> WHAT YOU WILL DO
Give the total number of lines in the data below that include "canvas", and nothing else.
══════════
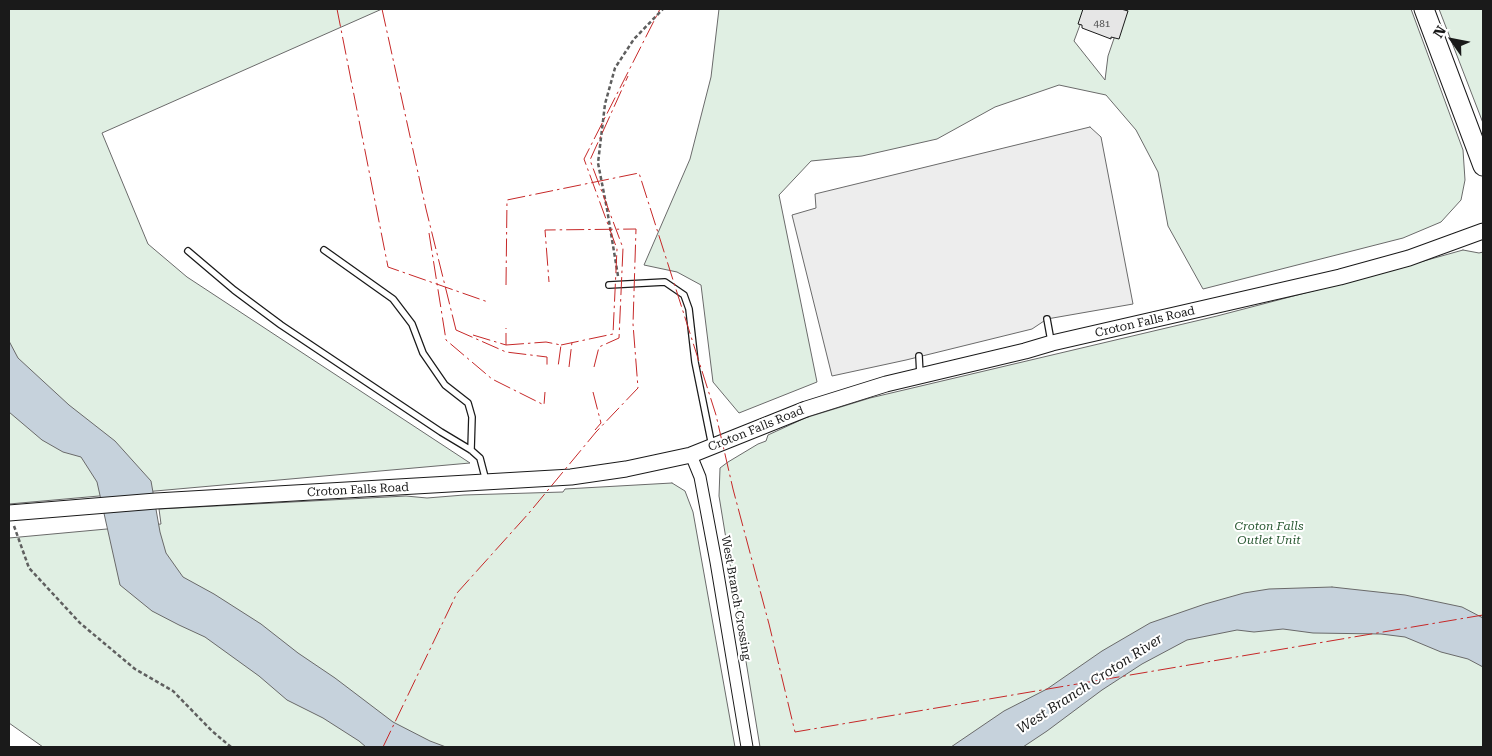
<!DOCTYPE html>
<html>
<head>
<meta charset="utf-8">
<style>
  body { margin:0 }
  #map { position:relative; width:1492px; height:756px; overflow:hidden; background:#fff; font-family:"Roboto Serif",serif }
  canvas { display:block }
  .frame { position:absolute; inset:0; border:10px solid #1a1a1a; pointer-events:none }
  .north { position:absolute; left:1427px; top:15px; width:50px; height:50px; -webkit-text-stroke:4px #fff; paint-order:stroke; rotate:303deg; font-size:14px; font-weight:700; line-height:20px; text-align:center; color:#1a1a1a }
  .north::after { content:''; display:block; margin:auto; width:18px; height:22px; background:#1a1a1a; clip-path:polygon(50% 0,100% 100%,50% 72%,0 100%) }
</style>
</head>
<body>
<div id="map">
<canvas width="1492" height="756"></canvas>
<div class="frame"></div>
<div class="north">N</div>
</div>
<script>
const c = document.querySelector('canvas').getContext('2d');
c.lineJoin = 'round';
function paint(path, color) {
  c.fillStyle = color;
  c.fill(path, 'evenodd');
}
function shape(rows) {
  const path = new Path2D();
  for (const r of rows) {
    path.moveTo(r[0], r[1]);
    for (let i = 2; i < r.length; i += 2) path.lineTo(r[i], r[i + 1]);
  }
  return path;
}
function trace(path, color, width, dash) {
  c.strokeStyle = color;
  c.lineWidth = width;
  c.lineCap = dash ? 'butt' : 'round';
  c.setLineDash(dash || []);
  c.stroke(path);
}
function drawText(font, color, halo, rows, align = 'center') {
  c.font = font + ' "Roboto Serif",serif';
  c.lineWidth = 4;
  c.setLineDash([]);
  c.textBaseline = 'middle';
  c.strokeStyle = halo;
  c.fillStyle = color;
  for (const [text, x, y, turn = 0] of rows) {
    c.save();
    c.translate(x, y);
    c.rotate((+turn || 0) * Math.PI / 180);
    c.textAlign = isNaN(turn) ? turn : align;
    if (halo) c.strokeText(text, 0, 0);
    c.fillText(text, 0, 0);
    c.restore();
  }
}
const green = shape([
  [9,9,382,9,102,133,148,244,187,277,470,463,9,504,9,9],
  [719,9,1086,9,1074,41,1105,80,1108,56,1121,18,1129,9,1411,9,1463,150,1465,180,1461,200,1441,222,1403,238,1203,289,1168,226,1158,172,1136,130,1106,95,1059,85,995,107,937,139,862,156,811,161,779,195,817,382,739,413,713,382,701,285,677,272,644,265,690,159,711,77,719,9],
  [1439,9,1483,9,1483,123,1439,9],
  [1463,250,1479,253,1483,252,1483,747,760,747,719,496,720,468,728,462,758,444,766,441,768,435,805,418,870,398,1217,316,1370,276,1463,250],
  [672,483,685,491,693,512,735,747,43,747,9,723,9,538,161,524,159,509,406,496,427,498,464,495,563,492,565,489,672,483]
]);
const parking = shape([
  [1090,127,1101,137,1133,304,1047,319,1032,329,906,360,832,376,792,215,816,208,815,194,1090,127]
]);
const water = shape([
  [9,341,18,358,69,405,115,441,151,481,160,532,166,553,183,577,214,594,261,624,298,653,335,678,393,722,430,741,446,747,366,747,359,741,323,718,287,700,259,676,205,637,179,625,152,611,120,585,97,482,81,457,63,452,42,440,9,412,9,341],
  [1332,587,1405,595,1462,607,1483,618,1483,667,1468,659,1441,652,1405,637,1381,634,1313,633,1283,629,1254,632,1237,630,1187,640,1142,664,1102,690,1047,731,1023,747,951,747,1004,711,1047,689,1102,651,1150,623,1205,604,1244,593,1269,589,1332,587]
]);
const building = shape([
  [1083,9,1121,9,1128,11,1119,39,1111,37,1111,39,1082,28,1082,25,1078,24,1083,9]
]);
const path = shape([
  [618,276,607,209,598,163,605,104,615,68,634,39,663,9],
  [14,526,29,568,80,623,135,669,173,691,212,731,231,747]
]);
const service = shape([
  [324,250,393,299,412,324,423,353,445,385,468,403,472,417,471,450],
  [188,251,234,290,281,325,441,432,471,450,480,458,486,481],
  [609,285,665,282,684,295,689,309,695,362,712,446],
  [1047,319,1051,341],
  [919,356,920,375]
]);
const minor = shape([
  [691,455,700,477,716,562,747,747]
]);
const tertiary = shape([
  [9,513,156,501,571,477,626,469,691,455,806,409,886,384,1025,351,1052,343,1340,277,1409,258,1483,231]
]);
const primary = shape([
  [1424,9,1483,166]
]);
const power = shape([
  [337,9,388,267,488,302],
  [382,9,426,209,456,330],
  [429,233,446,340,492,379,544,405,545,392],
  [506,285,507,200,639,173,716,415,733,489,769,624,795,732,1483,615],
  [456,330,506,352,547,357,547,368],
  [473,335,506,345,506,328],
  [506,345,546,342,561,345,558,367],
  [561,345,613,334,617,249,584,159,660,9],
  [569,367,572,342],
  [594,367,599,347,619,338,623,248,590,160,628,76],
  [593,392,601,423,595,430],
  [383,747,457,593,529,513,596,432,638,388,633,324,636,229,545,230,549,282]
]);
const numberNames = [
  ["481",1102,24]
];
const streetNames = [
  ["Croton Falls Road",1145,322,-13],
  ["Croton Falls Road",756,429,-22],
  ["Croton Falls Road",358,490,-3],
  ["West Branch Crossing",736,598,80]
];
const parkNames = [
  ["Croton Falls",1269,526],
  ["Outlet Unit",1269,540]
];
const waterNames = [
  ["West Branch Croton River",1090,684,-33]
];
paint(green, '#e0efe3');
trace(green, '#6a6a6a', 1);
paint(parking, '#ededed');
trace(parking, '#6a6a6a', 1);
paint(water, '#c6d2dc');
trace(water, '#6a6a6a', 1);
paint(building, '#e6e6e6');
trace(building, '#1a1a1a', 1);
trace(service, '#1a1a1a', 8);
trace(minor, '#1a1a1a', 13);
trace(tertiary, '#1a1a1a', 17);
trace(primary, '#1a1a1a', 21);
trace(path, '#5f5f5f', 2.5, [4, 2.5]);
trace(service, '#fff', 5.5);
trace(minor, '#fff', 11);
trace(tertiary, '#fff', 15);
trace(primary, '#fff', 19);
trace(power, '#c62828', 1, [18, 4, 2.5, 4]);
drawText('10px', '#4d4d4d', null, numberNames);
drawText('12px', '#1a1a1a', '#fff', streetNames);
drawText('italic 12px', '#2b5a34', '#fff', parkNames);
drawText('italic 14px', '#1a1a1a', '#fff', waterNames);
</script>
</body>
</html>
══════════
> TASK ANSWER
3